AfCFTA is in its operational phase, so what’s next?

The African Continent Free Trade Area (AfCFTA), which was launched in 2018 is currently in its operational phase and is soon set to commence implementation.

 With the agreement, countries are pioneering the formation of a single African market consisting of the free movement of goods, people and capital, a total population of over one billion people with a combined GDP of more than USD 3 trillion.


Global Shapers from the Kigali Hub organised their last edition of ‘Twumve Twumve’ of 2019, generating look into making the most of the AfCFTA agreement.


A number of concerns in the implementation of the AfCFTA agreement emerged including non-tariff barriers, protectionism and how to best prepare as entrepreneurs and others involved to ensure the agreement is seen to fruition.


Therese Sekamana, the Chief Executive and Founder of LED Solutions and Green Energy Rwanda, said that the agreement is creating the largest trade area in the world which creates a myriad of opportunities for entrepreneurs across the continent.

 Former Minister of Trade and Industry Francois Kanimba spoke on the hindrances to the success of the AfCFTA, noting non-tariff barriers as the most critical.

Non-tariff barriers consist of the infrastructural gap, which poses a major threat.

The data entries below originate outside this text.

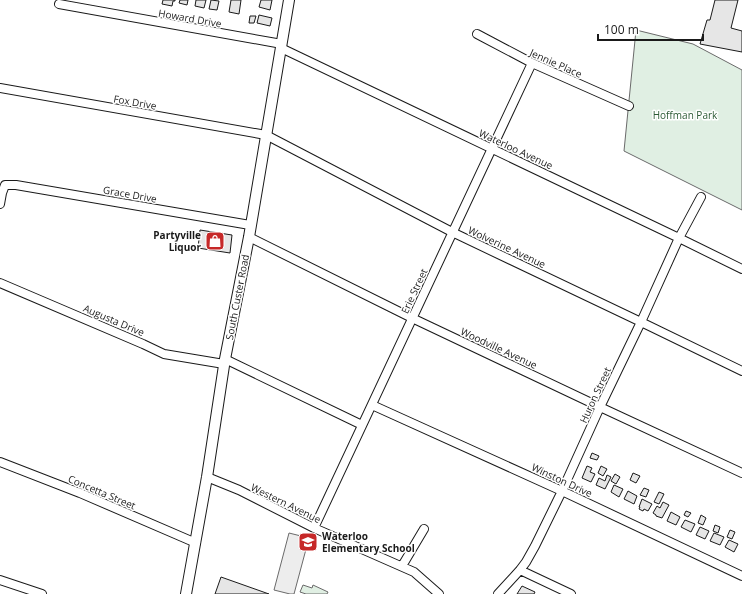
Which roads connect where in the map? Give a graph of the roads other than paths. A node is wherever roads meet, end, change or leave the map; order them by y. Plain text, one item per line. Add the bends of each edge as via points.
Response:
1 (289, 0) edge
2 (59, 4) dead end
3 (477, 34) dead end
4 (282, 46) junction
5 (532, 63) junction
6 (0, 88) edge
7 (629, 106) dead end
8 (266, 135) junction
9 (492, 149) junction
10 (700, 197) dead end
11 (0, 204) edge
12 (250, 225) junction
13 (452, 232) junction
14 (249, 237) junction
15 (679, 238) junction
16 (742, 269) edge
17 (0, 283) edge
18 (412, 318) junction
19 (641, 322) junction
20 (224, 362) junction
21 (742, 371) edge
22 (372, 405) junction
23 (600, 407) junction
24 (362, 425) junction
25 (0, 462) edge
26 (742, 473) edge
27 (207, 477) junction
28 (562, 491) junction
29 (314, 528) junction
30 (424, 529) dead end
31 (196, 543) junction
32 (402, 566) junction
33 (520, 570) junction
34 (742, 576) edge
35 (0, 580) edge
36 (42, 594) edge
37 (186, 594) edge
38 (439, 594) edge
39 (498, 594) edge
40 (571, 594) edge

1 - 4 main road, South Custer Road
2 - 4 street, Howard Drive
3 - 5 street, Jennie Place
4 - 8 main road, South Custer Road
4 - 9 street, Waterloo Avenue
5 - 7 street, Jennie Place
5 - 9 street, Erie Street
6 - 8 street, Fox Drive
8 - 12 main road, South Custer Road
8 - 13 street, Wolverine Avenue
9 - 13 street, Erie Street
9 - 15 street, Waterloo Avenue
10 - 15 street, Huron Street
11 - 12 street, Grace Drive via 5,185 16,185
12 - 14 main road, South Custer Road
13 - 18 street, Erie Street
13 - 19 street, Wolverine Avenue
14 - 18 street, Woodville Avenue
14 - 20 main road, South Custer Road
15 - 16 street, Waterloo Avenue
15 - 19 street, Huron Street
17 - 20 street, Augusta Drive via 164,354
18 - 22 street, Erie Street
18 - 23 street, Woodville Avenue
19 - 21 street, Wolverine Avenue
19 - 23 street, Huron Street
20 - 24 street
20 - 27 main road, South Custer Road
22 - 24 street, Erie Street
22 - 28 street, Winston Drive
23 - 26 street, Woodville Avenue
23 - 28 street, Huron Street
24 - 29 street, Erie Street
25 - 31 street, Concetta Street
27 - 29 street, Western Avenue via 239,490
27 - 31 main road, South Custer Road
28 - 33 street, Huron Street
28 - 34 street, Winston Drive
29 - 32 street, Western Avenue
30 - 32 street
31 - 37 main road, South Custer Road
32 - 38 street, Western Avenue via 418,575
33 - 39 street, Huron Street
33 - 40 street
35 - 36 street

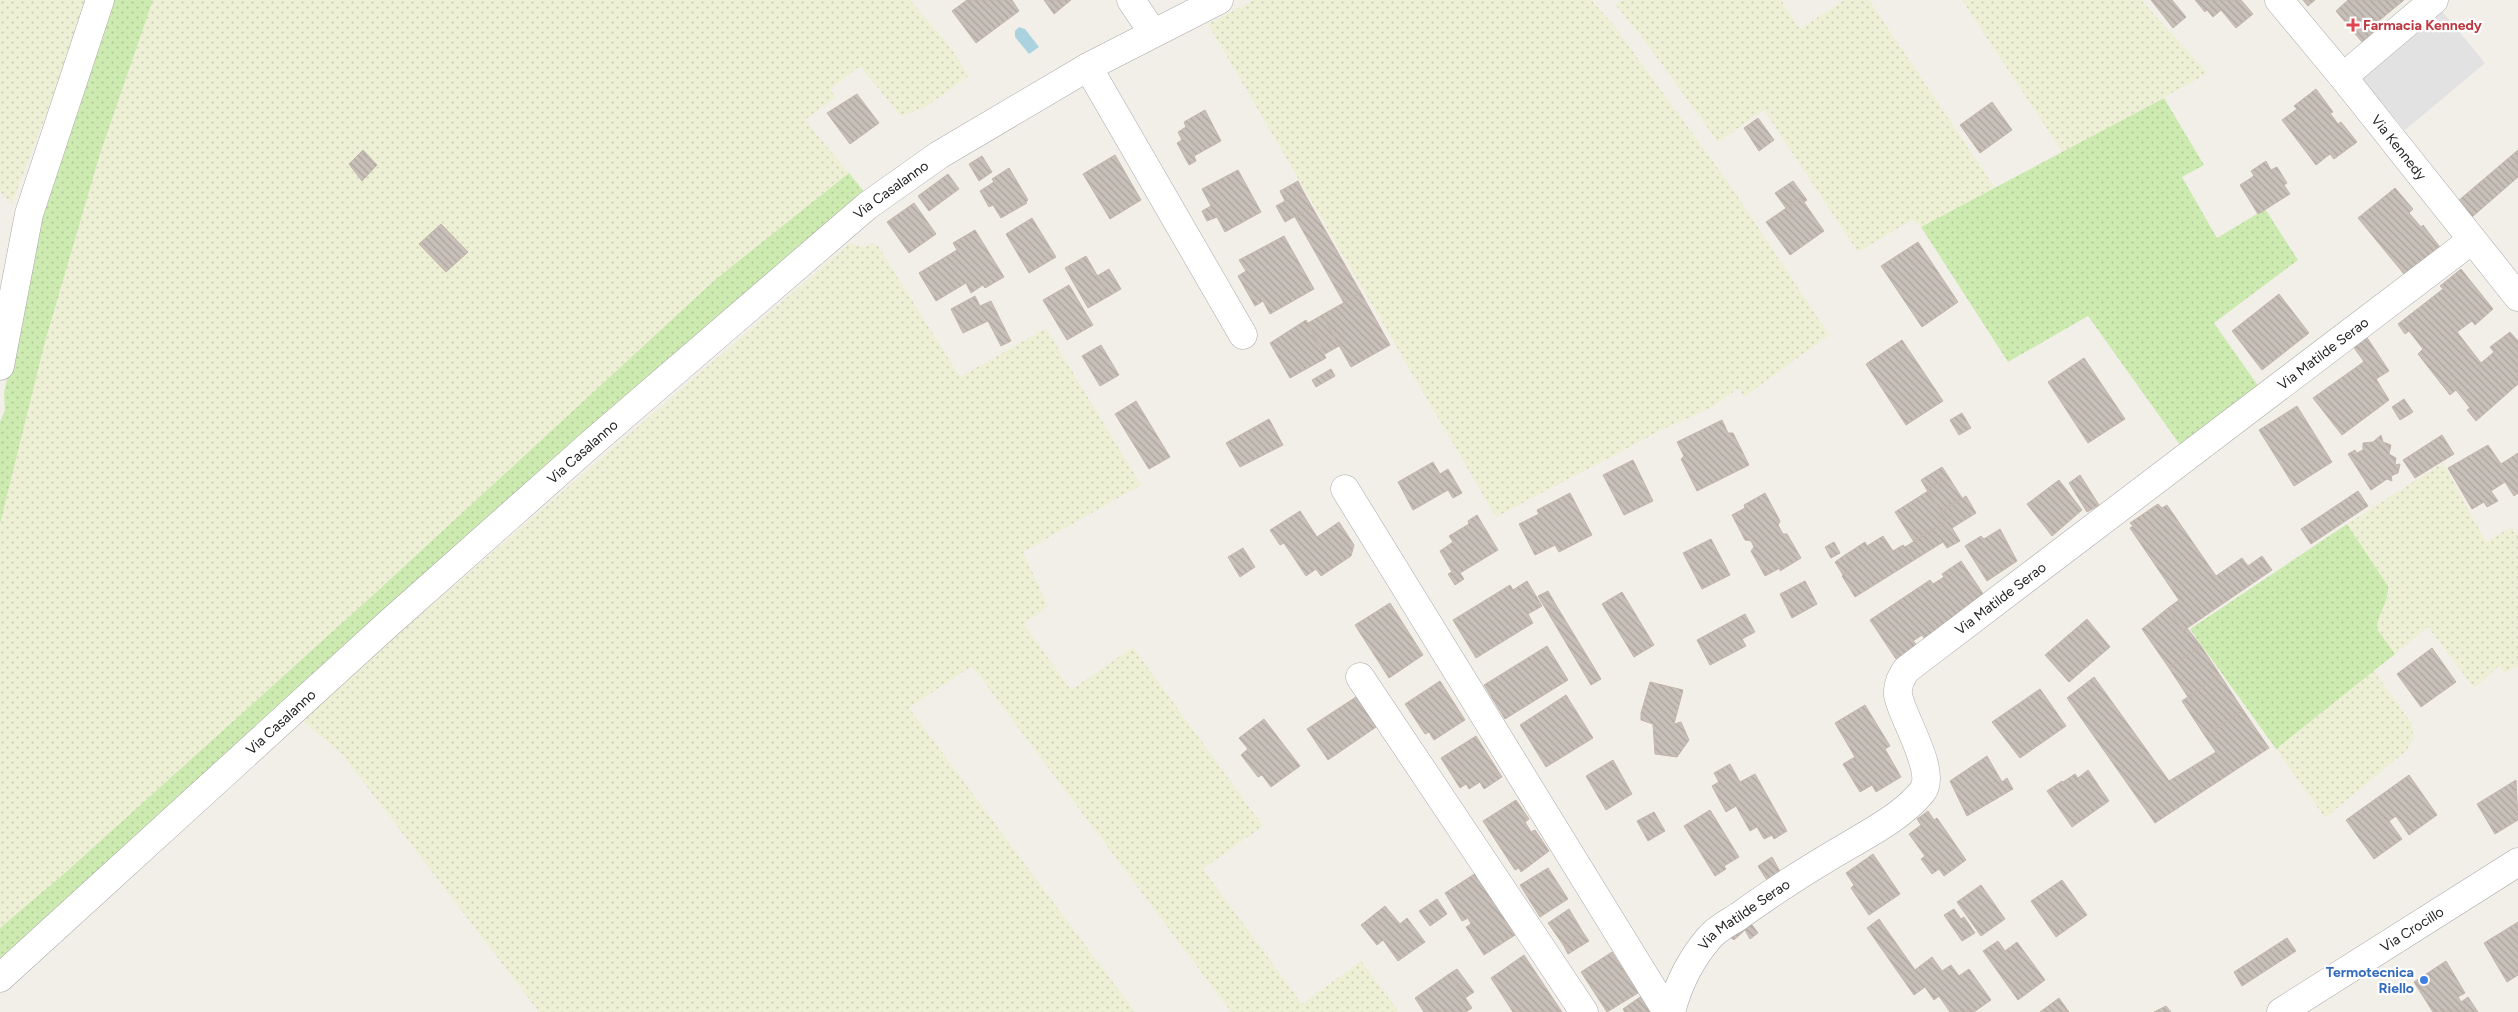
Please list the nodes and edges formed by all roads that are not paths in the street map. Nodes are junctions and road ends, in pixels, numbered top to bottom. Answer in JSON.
{"nodes":[{"id":1,"x":100,"y":0,"type":"edge"},
{"id":2,"x":1131,"y":0,"type":"edge"},
{"id":3,"x":1219,"y":0,"type":"edge"},
{"id":4,"x":2279,"y":0,"type":"edge"},
{"id":5,"x":2434,"y":0,"type":"edge"},
{"id":6,"x":1153,"y":33,"type":"junction"},
{"id":7,"x":1088,"y":67,"type":"junction"},
{"id":8,"x":2343,"y":77,"type":"junction"},
{"id":9,"x":2472,"y":240,"type":"junction"},
{"id":10,"x":2518,"y":297,"type":"edge"},
{"id":11,"x":1243,"y":335,"type":"dead end"},
{"id":12,"x":0,"y":366,"type":"edge"},
{"id":13,"x":1344,"y":489,"type":"dead end"},
{"id":14,"x":1360,"y":676,"type":"dead end"},
{"id":15,"x":2518,"y":862,"type":"edge"},
{"id":16,"x":0,"y":978,"type":"edge"},
{"id":17,"x":1584,"y":1012,"type":"edge"},
{"id":18,"x":1667,"y":1012,"type":"edge"},
{"id":19,"x":1671,"y":1012,"type":"edge"},
{"id":20,"x":2281,"y":1012,"type":"edge"}],
"edges":[{"from":1,"to":12,"type":"street"},
{"from":2,"to":6,"type":"street"},
{"from":3,"to":6,"type":"street","name":"Via Casalanno"},
{"from":4,"to":8,"type":"street","name":"Via Kennedy"},
{"from":5,"to":8,"type":"street"},
{"from":6,"to":7,"type":"street","name":"Via Casalanno"},
{"from":7,"to":11,"type":"street"},
{"from":7,"to":16,"type":"street","name":"Via Casalanno"},
{"from":8,"to":9,"type":"street","name":"Via Kennedy"},
{"from":9,"to":10,"type":"street","name":"Via Kennedy"},
{"from":9,"to":19,"type":"street","name":"Via Matilde Serao"},
{"from":13,"to":18,"type":"street"},
{"from":14,"to":17,"type":"street"},
{"from":15,"to":20,"type":"street","name":"Via Crocillo"}]}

 “A local entrepreneur, you might have a market for example, in Cameroon, but how do you deliver your goods there? You might sign a good trade agreement in Cameroon, but how do you take advantage of the agreement, if you cannot ship your goods there at a reasonable cost?” He said.

Other non-tariff barriers Kanimba stated comprise of unstable political climates within the region.

However, he noted that the excitement raised by national leaders to fast track this agreement, plays a vital role for the success of the AfCFTA.

With implementation set for June 2020, Therese Sekemana advised stakeholders not to focus greatly on the barriers and challenges but instead spend time getting to know what they (entrepreneurs, ) can do to leverage the opportunities presented by the AfCFTA.

Kanimba also challenged them on competitiveness noting that it is key to be relevant on the continental market.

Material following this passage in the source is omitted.